_GOAL OF THE EXERCISE_
The records below must be returned in full and unaltered.

_DATA SHOWN_
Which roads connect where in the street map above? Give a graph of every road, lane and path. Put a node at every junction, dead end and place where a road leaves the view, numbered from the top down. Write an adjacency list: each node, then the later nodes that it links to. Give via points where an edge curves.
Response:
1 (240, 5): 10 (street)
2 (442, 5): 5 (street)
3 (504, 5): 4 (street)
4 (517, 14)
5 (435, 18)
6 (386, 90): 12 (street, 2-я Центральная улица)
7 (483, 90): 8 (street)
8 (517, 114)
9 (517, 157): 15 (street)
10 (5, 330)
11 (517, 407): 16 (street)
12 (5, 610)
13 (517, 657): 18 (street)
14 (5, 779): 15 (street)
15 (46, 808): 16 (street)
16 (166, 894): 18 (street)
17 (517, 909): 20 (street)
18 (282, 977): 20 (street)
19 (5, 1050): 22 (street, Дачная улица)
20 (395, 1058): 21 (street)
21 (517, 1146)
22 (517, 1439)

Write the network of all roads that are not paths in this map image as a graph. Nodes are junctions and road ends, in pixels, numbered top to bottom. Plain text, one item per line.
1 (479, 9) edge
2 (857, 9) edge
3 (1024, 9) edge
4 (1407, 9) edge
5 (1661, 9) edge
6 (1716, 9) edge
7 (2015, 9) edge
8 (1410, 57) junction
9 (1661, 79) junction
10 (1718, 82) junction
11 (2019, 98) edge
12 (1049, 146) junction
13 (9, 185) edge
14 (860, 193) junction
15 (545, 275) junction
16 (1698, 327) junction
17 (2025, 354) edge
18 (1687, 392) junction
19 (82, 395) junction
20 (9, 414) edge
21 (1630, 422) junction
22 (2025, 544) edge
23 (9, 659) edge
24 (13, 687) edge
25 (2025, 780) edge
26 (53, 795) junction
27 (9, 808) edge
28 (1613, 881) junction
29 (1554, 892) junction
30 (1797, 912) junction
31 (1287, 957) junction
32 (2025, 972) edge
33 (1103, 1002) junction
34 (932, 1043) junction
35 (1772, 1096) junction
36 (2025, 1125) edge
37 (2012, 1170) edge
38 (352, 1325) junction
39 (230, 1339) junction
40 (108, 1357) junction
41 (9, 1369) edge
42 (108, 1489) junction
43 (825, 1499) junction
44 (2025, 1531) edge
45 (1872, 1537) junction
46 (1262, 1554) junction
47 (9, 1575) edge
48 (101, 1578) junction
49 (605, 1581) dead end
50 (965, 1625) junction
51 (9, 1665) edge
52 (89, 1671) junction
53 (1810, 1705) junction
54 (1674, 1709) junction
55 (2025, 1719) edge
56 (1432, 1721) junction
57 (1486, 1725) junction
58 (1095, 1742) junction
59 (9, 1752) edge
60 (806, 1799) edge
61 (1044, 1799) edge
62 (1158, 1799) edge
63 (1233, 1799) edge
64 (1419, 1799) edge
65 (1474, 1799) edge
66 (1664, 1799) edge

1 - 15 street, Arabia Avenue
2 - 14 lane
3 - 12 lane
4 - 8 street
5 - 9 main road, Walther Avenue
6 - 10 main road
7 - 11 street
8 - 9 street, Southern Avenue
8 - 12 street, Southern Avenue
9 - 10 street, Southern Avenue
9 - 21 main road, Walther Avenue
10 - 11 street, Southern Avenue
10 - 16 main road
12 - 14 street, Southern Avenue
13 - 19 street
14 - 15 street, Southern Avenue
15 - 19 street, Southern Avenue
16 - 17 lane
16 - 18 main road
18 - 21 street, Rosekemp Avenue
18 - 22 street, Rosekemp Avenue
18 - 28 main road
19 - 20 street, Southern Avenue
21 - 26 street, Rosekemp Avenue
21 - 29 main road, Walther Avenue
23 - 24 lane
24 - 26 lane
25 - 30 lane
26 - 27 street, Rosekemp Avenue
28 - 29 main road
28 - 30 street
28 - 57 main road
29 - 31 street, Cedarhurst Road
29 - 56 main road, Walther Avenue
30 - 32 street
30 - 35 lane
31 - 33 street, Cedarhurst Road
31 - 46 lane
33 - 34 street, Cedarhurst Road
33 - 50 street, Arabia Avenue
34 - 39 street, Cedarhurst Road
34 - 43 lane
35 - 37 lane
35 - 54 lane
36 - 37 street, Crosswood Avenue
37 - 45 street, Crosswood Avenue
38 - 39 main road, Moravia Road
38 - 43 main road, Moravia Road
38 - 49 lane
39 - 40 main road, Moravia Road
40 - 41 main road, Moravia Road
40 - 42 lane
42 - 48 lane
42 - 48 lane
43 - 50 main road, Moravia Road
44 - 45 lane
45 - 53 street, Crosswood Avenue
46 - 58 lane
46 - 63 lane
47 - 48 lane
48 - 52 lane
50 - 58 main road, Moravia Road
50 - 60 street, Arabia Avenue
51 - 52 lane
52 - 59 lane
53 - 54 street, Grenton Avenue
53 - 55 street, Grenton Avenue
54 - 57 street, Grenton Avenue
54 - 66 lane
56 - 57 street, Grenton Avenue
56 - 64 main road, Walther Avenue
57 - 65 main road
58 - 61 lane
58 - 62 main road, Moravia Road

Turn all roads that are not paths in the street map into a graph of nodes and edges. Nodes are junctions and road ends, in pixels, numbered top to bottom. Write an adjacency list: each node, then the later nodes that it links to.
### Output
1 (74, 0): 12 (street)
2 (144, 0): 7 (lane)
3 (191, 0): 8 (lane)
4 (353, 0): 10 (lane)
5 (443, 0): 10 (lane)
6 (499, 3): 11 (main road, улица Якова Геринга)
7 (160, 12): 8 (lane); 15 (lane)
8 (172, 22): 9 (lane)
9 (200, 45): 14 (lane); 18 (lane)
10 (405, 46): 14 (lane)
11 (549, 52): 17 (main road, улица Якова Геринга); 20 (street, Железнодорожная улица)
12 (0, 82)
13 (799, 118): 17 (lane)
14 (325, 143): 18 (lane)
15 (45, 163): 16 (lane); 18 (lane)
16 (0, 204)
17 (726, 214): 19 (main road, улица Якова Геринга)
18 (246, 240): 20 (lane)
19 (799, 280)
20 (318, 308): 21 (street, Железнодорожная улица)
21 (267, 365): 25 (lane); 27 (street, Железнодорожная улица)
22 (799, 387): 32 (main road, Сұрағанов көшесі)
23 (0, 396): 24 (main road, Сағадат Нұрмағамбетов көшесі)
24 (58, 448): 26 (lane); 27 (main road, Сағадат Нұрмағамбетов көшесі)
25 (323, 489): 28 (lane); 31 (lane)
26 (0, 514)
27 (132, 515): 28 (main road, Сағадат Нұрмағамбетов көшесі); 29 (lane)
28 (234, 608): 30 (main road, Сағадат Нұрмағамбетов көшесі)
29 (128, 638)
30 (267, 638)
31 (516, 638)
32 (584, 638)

_SOLUTION TO THIS EXERCISE_
Which roads connect where in the street map above? Give a graph of every road, lane and path. Put a node at every junction, dead end and place where a road leaves the view, numbered from the top down. Write an adjacency list: each node, then the later nodes that it links to. Give via points where an edge curves.
Response:
1 (240, 5): 10 (street)
2 (442, 5): 5 (street)
3 (504, 5): 4 (street)
4 (517, 14)
5 (435, 18)
6 (386, 90): 12 (street, 2-я Центральная улица)
7 (483, 90): 8 (street)
8 (517, 114)
9 (517, 157): 15 (street)
10 (5, 330)
11 (517, 407): 16 (street)
12 (5, 610)
13 (517, 657): 18 (street)
14 (5, 779): 15 (street)
15 (46, 808): 16 (street)
16 (166, 894): 18 (street)
17 (517, 909): 20 (street)
18 (282, 977): 20 (street)
19 (5, 1050): 22 (street, Дачная улица)
20 (395, 1058): 21 (street)
21 (517, 1146)
22 (517, 1439)

Write the network of all roads that are not paths in this map image as a graph. Nodes are junctions and road ends, in pixels, numbered top to bottom. Plain text, one item per line.
1 (479, 9) edge
2 (857, 9) edge
3 (1024, 9) edge
4 (1407, 9) edge
5 (1661, 9) edge
6 (1716, 9) edge
7 (2015, 9) edge
8 (1410, 57) junction
9 (1661, 79) junction
10 (1718, 82) junction
11 (2019, 98) edge
12 (1049, 146) junction
13 (9, 185) edge
14 (860, 193) junction
15 (545, 275) junction
16 (1698, 327) junction
17 (2025, 354) edge
18 (1687, 392) junction
19 (82, 395) junction
20 (9, 414) edge
21 (1630, 422) junction
22 (2025, 544) edge
23 (9, 659) edge
24 (13, 687) edge
25 (2025, 780) edge
26 (53, 795) junction
27 (9, 808) edge
28 (1613, 881) junction
29 (1554, 892) junction
30 (1797, 912) junction
31 (1287, 957) junction
32 (2025, 972) edge
33 (1103, 1002) junction
34 (932, 1043) junction
35 (1772, 1096) junction
36 (2025, 1125) edge
37 (2012, 1170) edge
38 (352, 1325) junction
39 (230, 1339) junction
40 (108, 1357) junction
41 (9, 1369) edge
42 (108, 1489) junction
43 (825, 1499) junction
44 (2025, 1531) edge
45 (1872, 1537) junction
46 (1262, 1554) junction
47 (9, 1575) edge
48 (101, 1578) junction
49 (605, 1581) dead end
50 (965, 1625) junction
51 (9, 1665) edge
52 (89, 1671) junction
53 (1810, 1705) junction
54 (1674, 1709) junction
55 (2025, 1719) edge
56 (1432, 1721) junction
57 (1486, 1725) junction
58 (1095, 1742) junction
59 (9, 1752) edge
60 (806, 1799) edge
61 (1044, 1799) edge
62 (1158, 1799) edge
63 (1233, 1799) edge
64 (1419, 1799) edge
65 (1474, 1799) edge
66 (1664, 1799) edge

1 - 15 street, Arabia Avenue
2 - 14 lane
3 - 12 lane
4 - 8 street
5 - 9 main road, Walther Avenue
6 - 10 main road
7 - 11 street
8 - 9 street, Southern Avenue
8 - 12 street, Southern Avenue
9 - 10 street, Southern Avenue
9 - 21 main road, Walther Avenue
10 - 11 street, Southern Avenue
10 - 16 main road
12 - 14 street, Southern Avenue
13 - 19 street
14 - 15 street, Southern Avenue
15 - 19 street, Southern Avenue
16 - 17 lane
16 - 18 main road
18 - 21 street, Rosekemp Avenue
18 - 22 street, Rosekemp Avenue
18 - 28 main road
19 - 20 street, Southern Avenue
21 - 26 street, Rosekemp Avenue
21 - 29 main road, Walther Avenue
23 - 24 lane
24 - 26 lane
25 - 30 lane
26 - 27 street, Rosekemp Avenue
28 - 29 main road
28 - 30 street
28 - 57 main road
29 - 31 street, Cedarhurst Road
29 - 56 main road, Walther Avenue
30 - 32 street
30 - 35 lane
31 - 33 street, Cedarhurst Road
31 - 46 lane
33 - 34 street, Cedarhurst Road
33 - 50 street, Arabia Avenue
34 - 39 street, Cedarhurst Road
34 - 43 lane
35 - 37 lane
35 - 54 lane
36 - 37 street, Crosswood Avenue
37 - 45 street, Crosswood Avenue
38 - 39 main road, Moravia Road
38 - 43 main road, Moravia Road
38 - 49 lane
39 - 40 main road, Moravia Road
40 - 41 main road, Moravia Road
40 - 42 lane
42 - 48 lane
42 - 48 lane
43 - 50 main road, Moravia Road
44 - 45 lane
45 - 53 street, Crosswood Avenue
46 - 58 lane
46 - 63 lane
47 - 48 lane
48 - 52 lane
50 - 58 main road, Moravia Road
50 - 60 street, Arabia Avenue
51 - 52 lane
52 - 59 lane
53 - 54 street, Grenton Avenue
53 - 55 street, Grenton Avenue
54 - 57 street, Grenton Avenue
54 - 66 lane
56 - 57 street, Grenton Avenue
56 - 64 main road, Walther Avenue
57 - 65 main road
58 - 61 lane
58 - 62 main road, Moravia Road

Turn all roads that are not paths in the street map into a graph of nodes and edges. Nodes are junctions and road ends, in pixels, numbered top to bottom. Write an adjacency list: each node, then the later nodes that it links to.
### Output
1 (74, 0): 12 (street)
2 (144, 0): 7 (lane)
3 (191, 0): 8 (lane)
4 (353, 0): 10 (lane)
5 (443, 0): 10 (lane)
6 (499, 3): 11 (main road, улица Якова Геринга)
7 (160, 12): 8 (lane); 15 (lane)
8 (172, 22): 9 (lane)
9 (200, 45): 14 (lane); 18 (lane)
10 (405, 46): 14 (lane)
11 (549, 52): 17 (main road, улица Якова Геринга); 20 (street, Железнодорожная улица)
12 (0, 82)
13 (799, 118): 17 (lane)
14 (325, 143): 18 (lane)
15 (45, 163): 16 (lane); 18 (lane)
16 (0, 204)
17 (726, 214): 19 (main road, улица Якова Геринга)
18 (246, 240): 20 (lane)
19 (799, 280)
20 (318, 308): 21 (street, Железнодорожная улица)
21 (267, 365): 25 (lane); 27 (street, Железнодорожная улица)
22 (799, 387): 32 (main road, Сұрағанов көшесі)
23 (0, 396): 24 (main road, Сағадат Нұрмағамбетов көшесі)
24 (58, 448): 26 (lane); 27 (main road, Сағадат Нұрмағамбетов көшесі)
25 (323, 489): 28 (lane); 31 (lane)
26 (0, 514)
27 (132, 515): 28 (main road, Сағадат Нұрмағамбетов көшесі); 29 (lane)
28 (234, 608): 30 (main road, Сағадат Нұрмағамбетов көшесі)
29 (128, 638)
30 (267, 638)
31 (516, 638)
32 (584, 638)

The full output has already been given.